When you reach the line containing "thumb ip: (514, 1045)" in the entries below, begin reproducing lines exactly, and stop once the line containing "ring dip: (497, 1085)" is done.

[Start of Attachment]

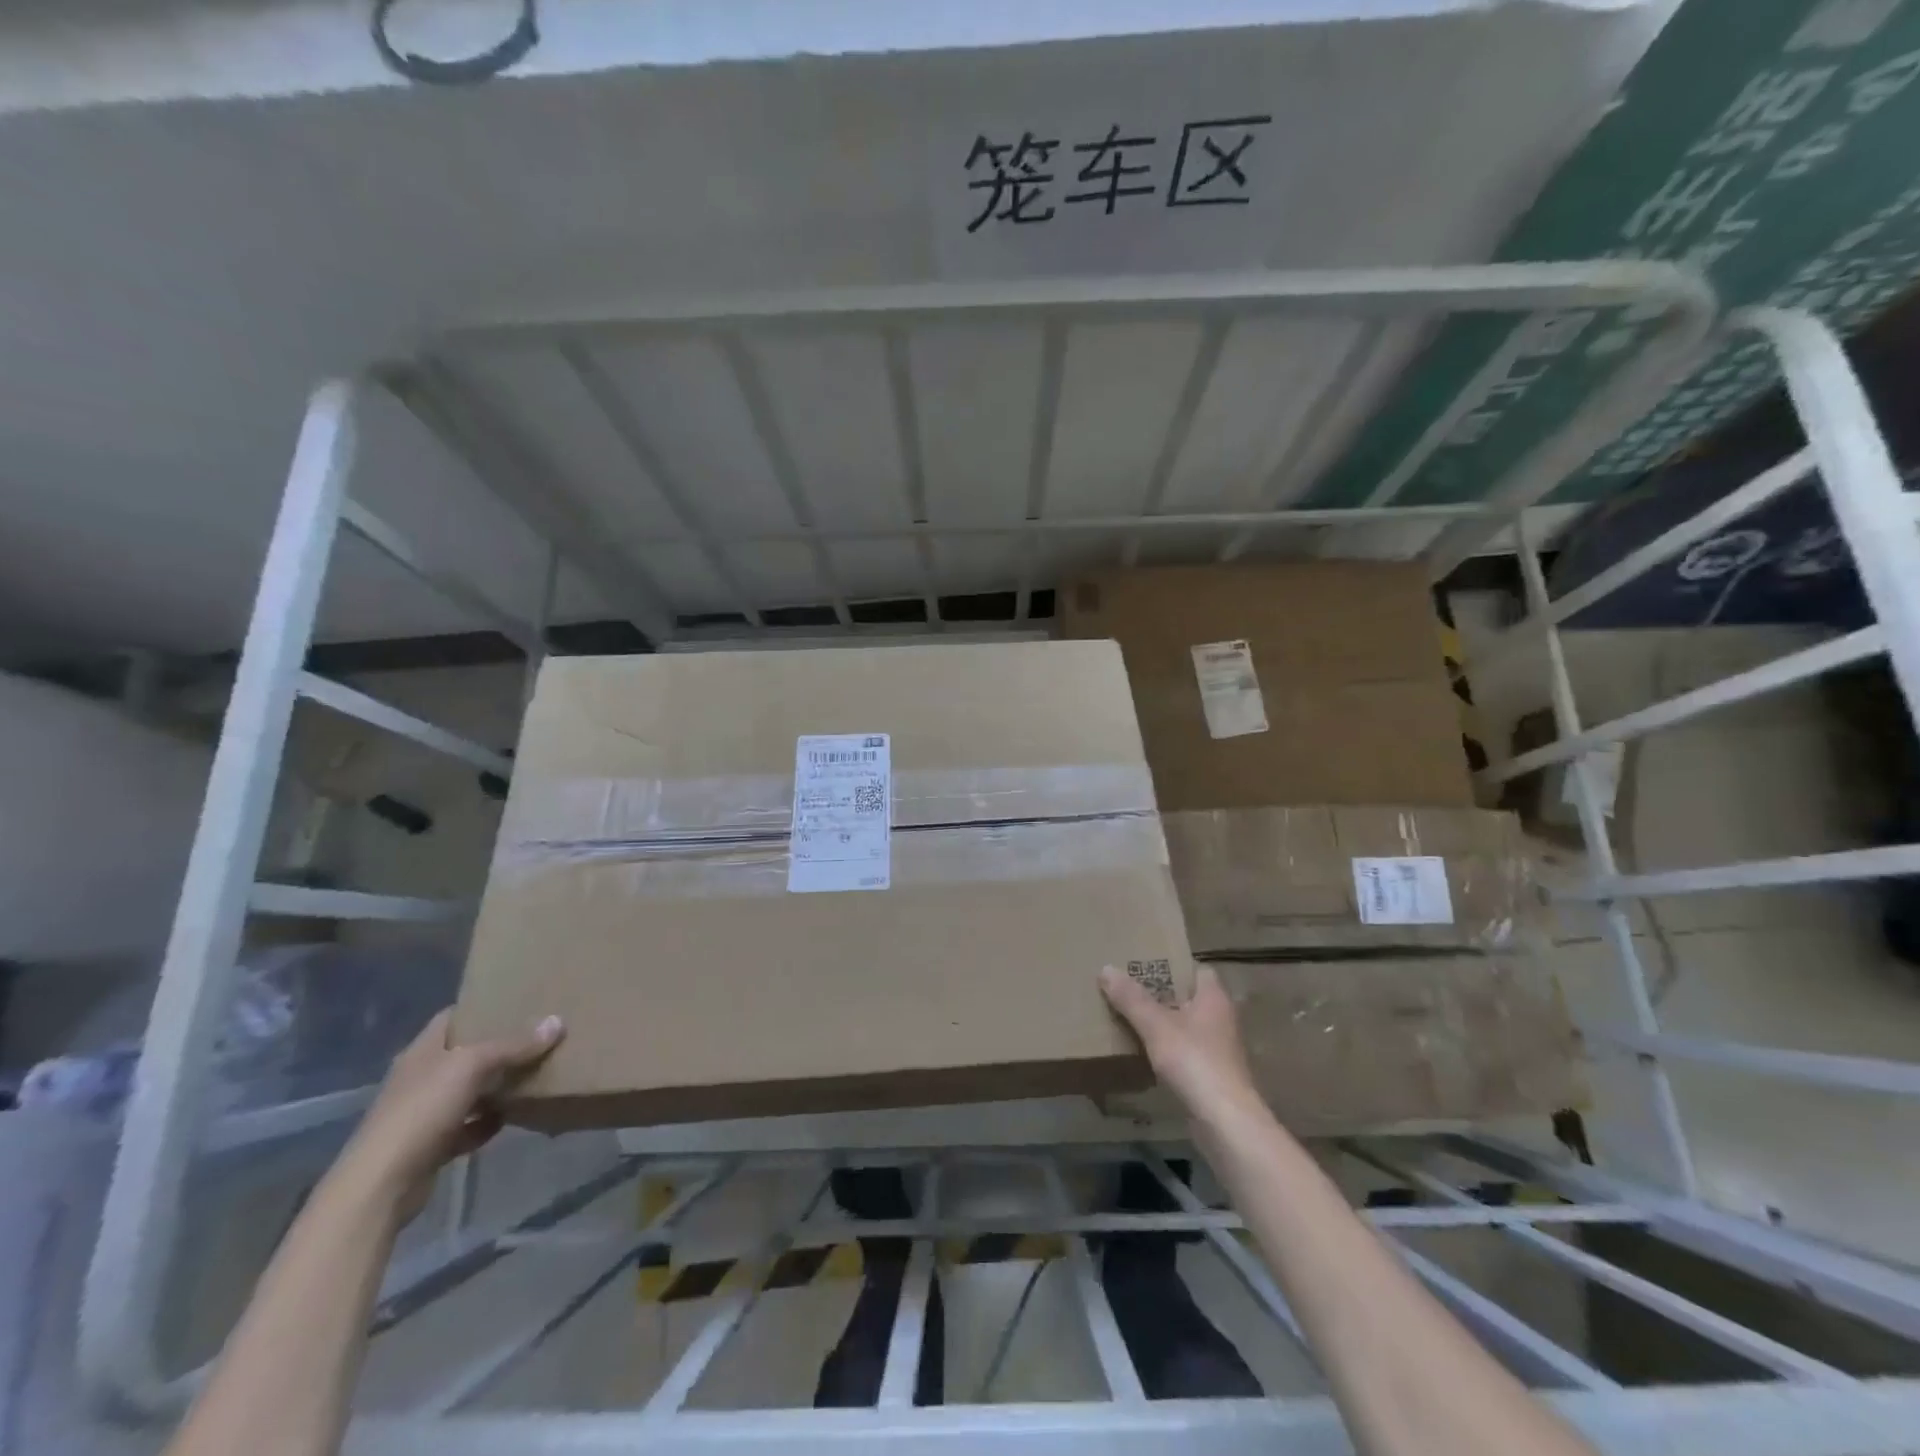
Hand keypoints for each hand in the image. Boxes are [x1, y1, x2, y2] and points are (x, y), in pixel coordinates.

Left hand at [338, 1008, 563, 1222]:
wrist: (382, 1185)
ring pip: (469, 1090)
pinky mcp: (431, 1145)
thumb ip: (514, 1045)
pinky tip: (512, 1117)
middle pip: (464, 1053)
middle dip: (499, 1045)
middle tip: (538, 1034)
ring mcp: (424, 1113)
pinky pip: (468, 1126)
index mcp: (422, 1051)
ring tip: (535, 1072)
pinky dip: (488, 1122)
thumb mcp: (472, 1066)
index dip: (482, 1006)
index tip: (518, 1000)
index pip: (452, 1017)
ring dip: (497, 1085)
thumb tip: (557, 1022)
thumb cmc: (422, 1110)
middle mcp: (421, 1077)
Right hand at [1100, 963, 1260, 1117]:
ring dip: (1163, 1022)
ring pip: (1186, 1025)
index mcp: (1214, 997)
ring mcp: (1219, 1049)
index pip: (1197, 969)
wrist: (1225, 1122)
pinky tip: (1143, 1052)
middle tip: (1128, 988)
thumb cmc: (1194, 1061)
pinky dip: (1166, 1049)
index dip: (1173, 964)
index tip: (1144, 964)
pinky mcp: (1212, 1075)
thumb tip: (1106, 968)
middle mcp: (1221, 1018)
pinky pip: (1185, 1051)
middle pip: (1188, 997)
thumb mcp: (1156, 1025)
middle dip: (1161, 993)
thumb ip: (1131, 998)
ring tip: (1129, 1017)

[End of Attachment]
[Start of Attachment]

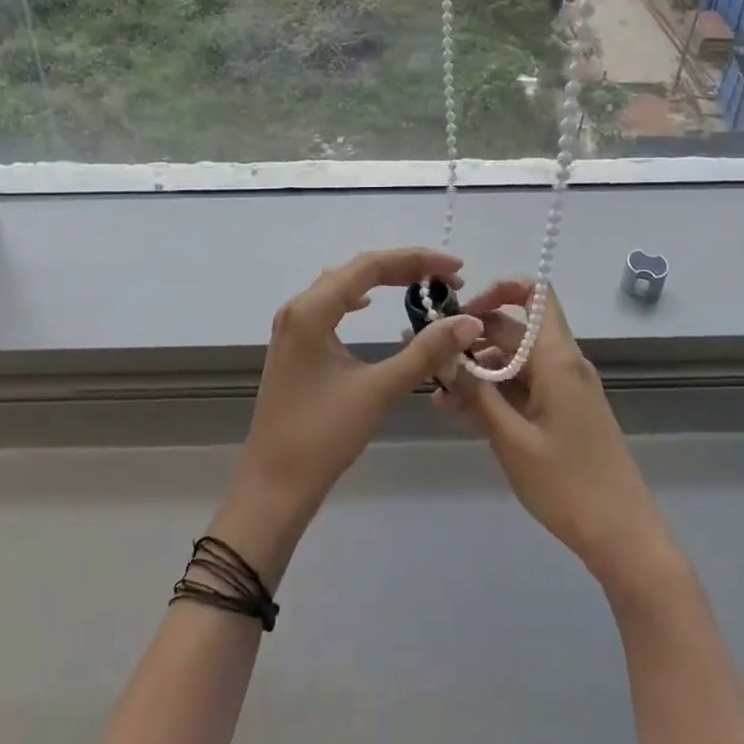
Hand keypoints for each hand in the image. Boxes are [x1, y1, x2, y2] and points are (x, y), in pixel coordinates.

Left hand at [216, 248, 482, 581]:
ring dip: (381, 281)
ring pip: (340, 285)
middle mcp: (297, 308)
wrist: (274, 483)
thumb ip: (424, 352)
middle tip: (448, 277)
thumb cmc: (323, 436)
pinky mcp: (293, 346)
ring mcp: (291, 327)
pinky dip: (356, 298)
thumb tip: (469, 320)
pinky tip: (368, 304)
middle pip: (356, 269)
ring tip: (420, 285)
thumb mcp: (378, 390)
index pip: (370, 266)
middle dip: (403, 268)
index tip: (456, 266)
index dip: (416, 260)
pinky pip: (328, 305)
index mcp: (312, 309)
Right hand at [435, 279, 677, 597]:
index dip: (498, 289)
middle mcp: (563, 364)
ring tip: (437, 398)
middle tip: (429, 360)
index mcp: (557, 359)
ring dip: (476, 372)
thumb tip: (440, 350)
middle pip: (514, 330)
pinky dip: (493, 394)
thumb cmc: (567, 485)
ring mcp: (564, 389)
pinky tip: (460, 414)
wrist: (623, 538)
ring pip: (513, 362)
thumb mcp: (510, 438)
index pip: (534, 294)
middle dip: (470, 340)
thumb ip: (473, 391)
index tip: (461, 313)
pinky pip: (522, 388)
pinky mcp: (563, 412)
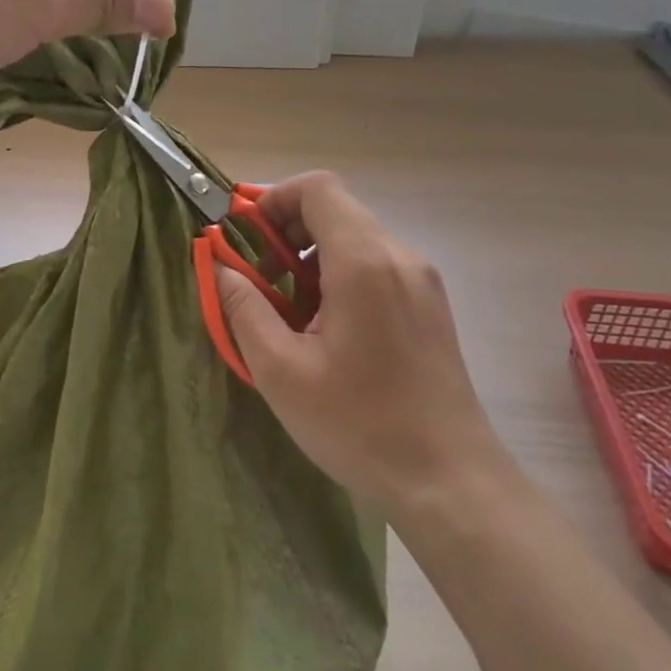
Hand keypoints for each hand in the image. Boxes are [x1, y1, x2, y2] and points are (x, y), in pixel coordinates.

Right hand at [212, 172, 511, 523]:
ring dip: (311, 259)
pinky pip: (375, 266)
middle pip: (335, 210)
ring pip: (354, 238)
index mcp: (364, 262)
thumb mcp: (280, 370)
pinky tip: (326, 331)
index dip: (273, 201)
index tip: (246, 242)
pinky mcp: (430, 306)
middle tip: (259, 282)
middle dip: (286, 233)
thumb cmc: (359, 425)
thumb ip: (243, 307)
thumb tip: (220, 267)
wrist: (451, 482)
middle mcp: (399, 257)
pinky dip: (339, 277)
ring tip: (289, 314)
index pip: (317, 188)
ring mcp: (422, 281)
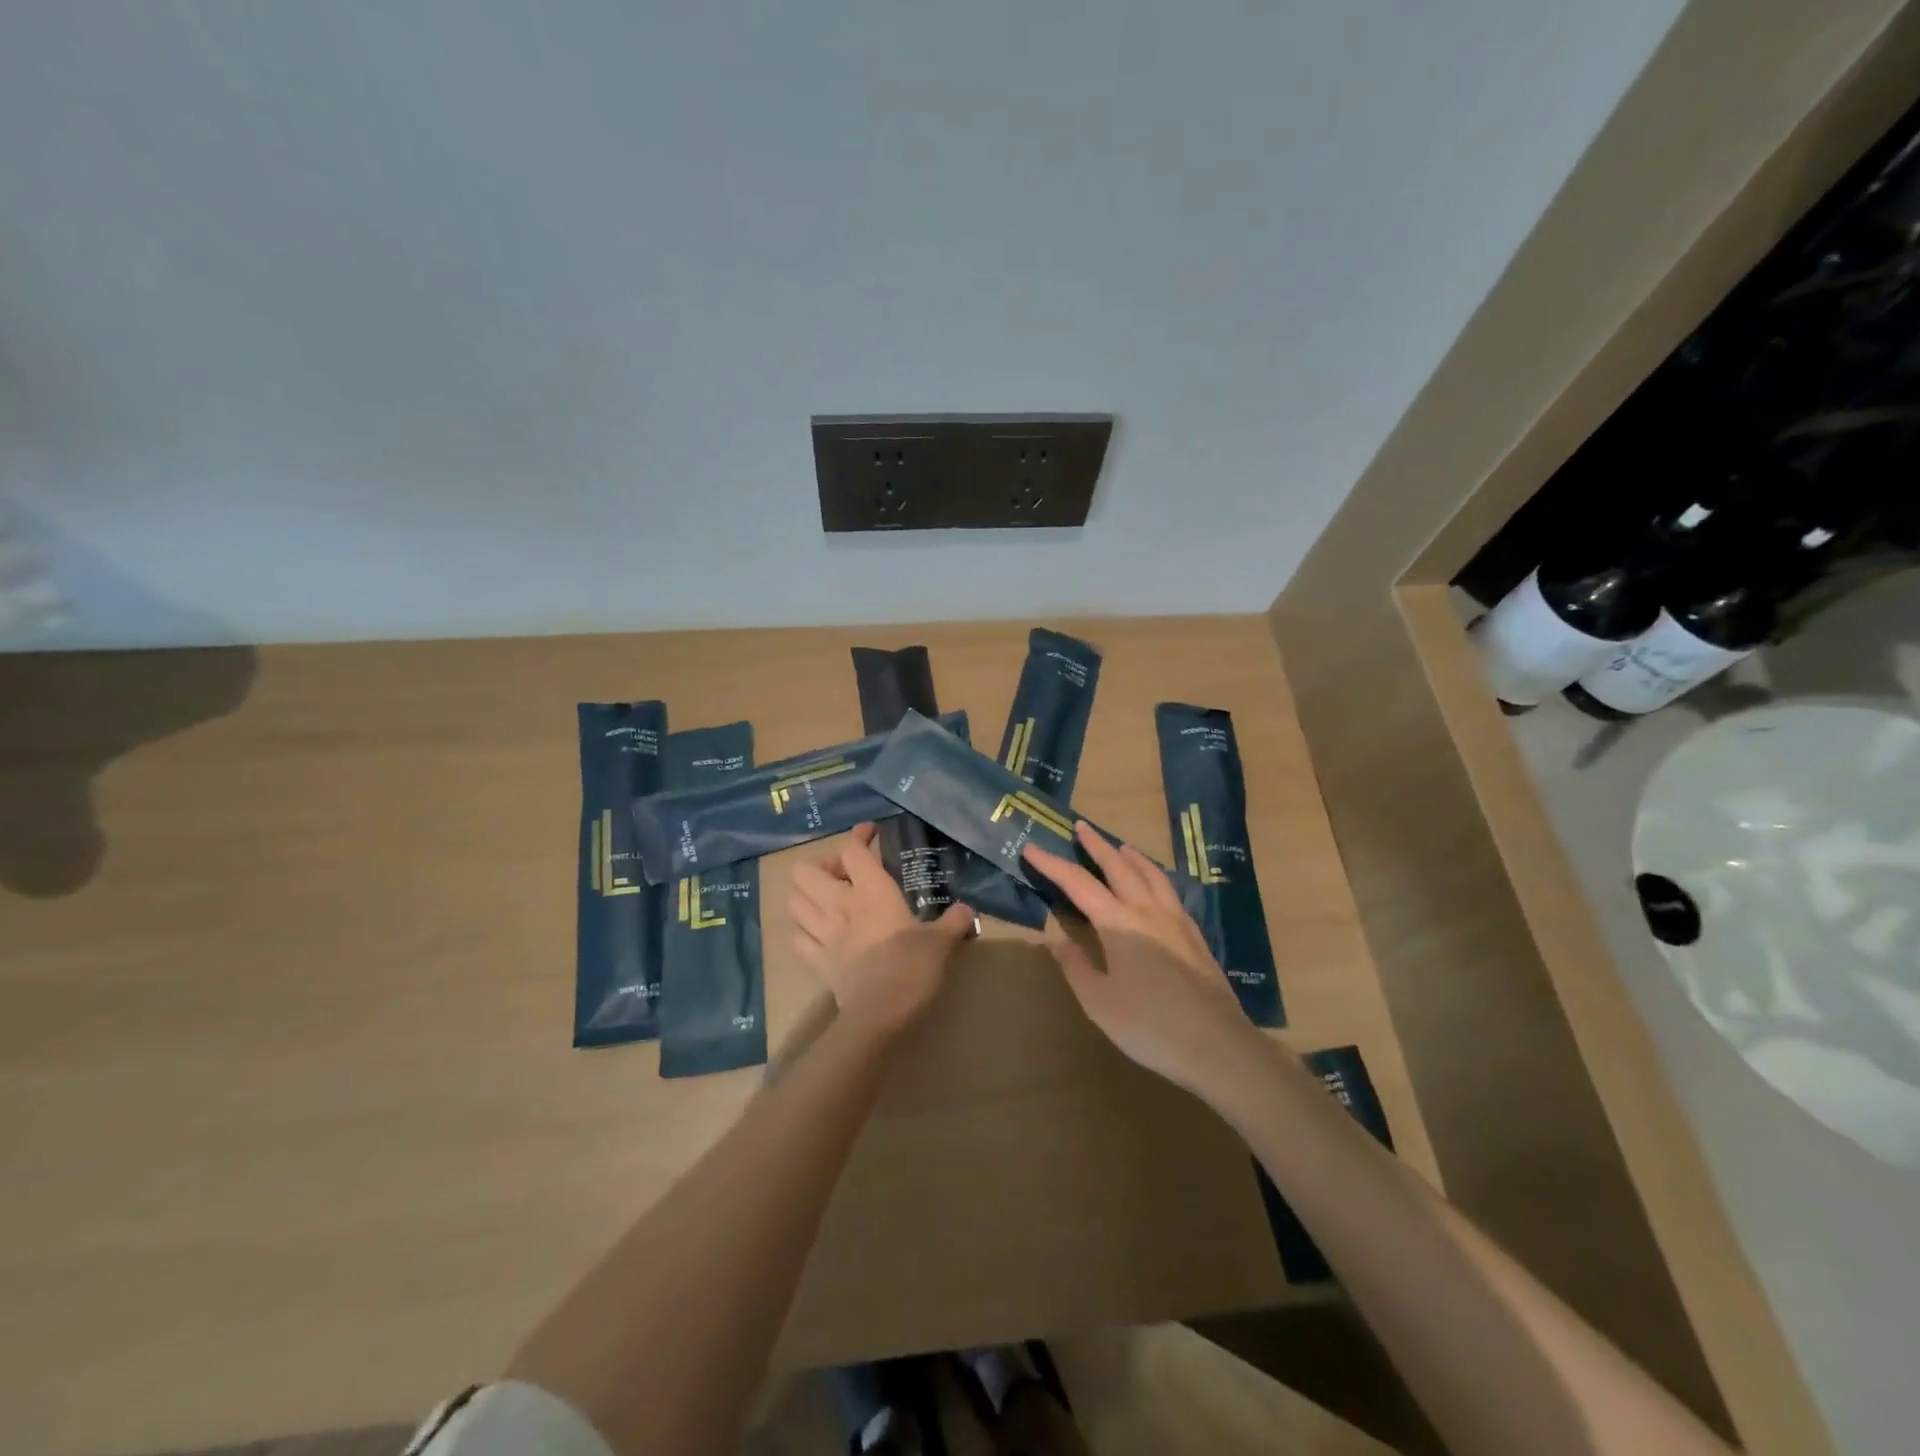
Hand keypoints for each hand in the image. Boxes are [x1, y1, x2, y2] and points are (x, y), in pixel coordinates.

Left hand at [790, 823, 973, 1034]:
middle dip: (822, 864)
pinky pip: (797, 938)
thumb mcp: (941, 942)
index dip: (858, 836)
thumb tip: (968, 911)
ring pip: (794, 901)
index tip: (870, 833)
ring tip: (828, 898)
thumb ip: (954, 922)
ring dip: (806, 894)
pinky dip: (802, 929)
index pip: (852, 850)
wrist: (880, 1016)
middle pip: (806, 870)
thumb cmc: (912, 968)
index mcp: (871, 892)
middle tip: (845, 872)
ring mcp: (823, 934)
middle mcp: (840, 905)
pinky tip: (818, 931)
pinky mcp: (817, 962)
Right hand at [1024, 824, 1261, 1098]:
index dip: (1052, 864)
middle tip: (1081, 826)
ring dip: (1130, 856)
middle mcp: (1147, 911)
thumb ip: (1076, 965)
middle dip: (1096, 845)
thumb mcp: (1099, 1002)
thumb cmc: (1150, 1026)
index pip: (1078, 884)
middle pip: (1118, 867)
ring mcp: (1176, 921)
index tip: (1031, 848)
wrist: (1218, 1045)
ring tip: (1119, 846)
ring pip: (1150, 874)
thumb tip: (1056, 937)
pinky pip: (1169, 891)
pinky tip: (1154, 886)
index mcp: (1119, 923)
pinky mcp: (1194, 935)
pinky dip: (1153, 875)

[End of Attachment]

#### Written response
thumb ip: (514, 1045)
pinky tip: (512, 1117)
middle pip: (464, 1053)
middle dip: (499, 1045)
middle tip: (538, 1034)
ring mcp: (424, 1113)
pinky pip: (468, 1126)
index mcp: (422, 1051)
ring tip: (535, 1072)
pinky dip: (488, 1122)
thumb mcp: (472, 1066)
index dip: (482, 1006)
index tip: (518, 1000)
index pip: (452, 1017)
ring dip: (497, 1085)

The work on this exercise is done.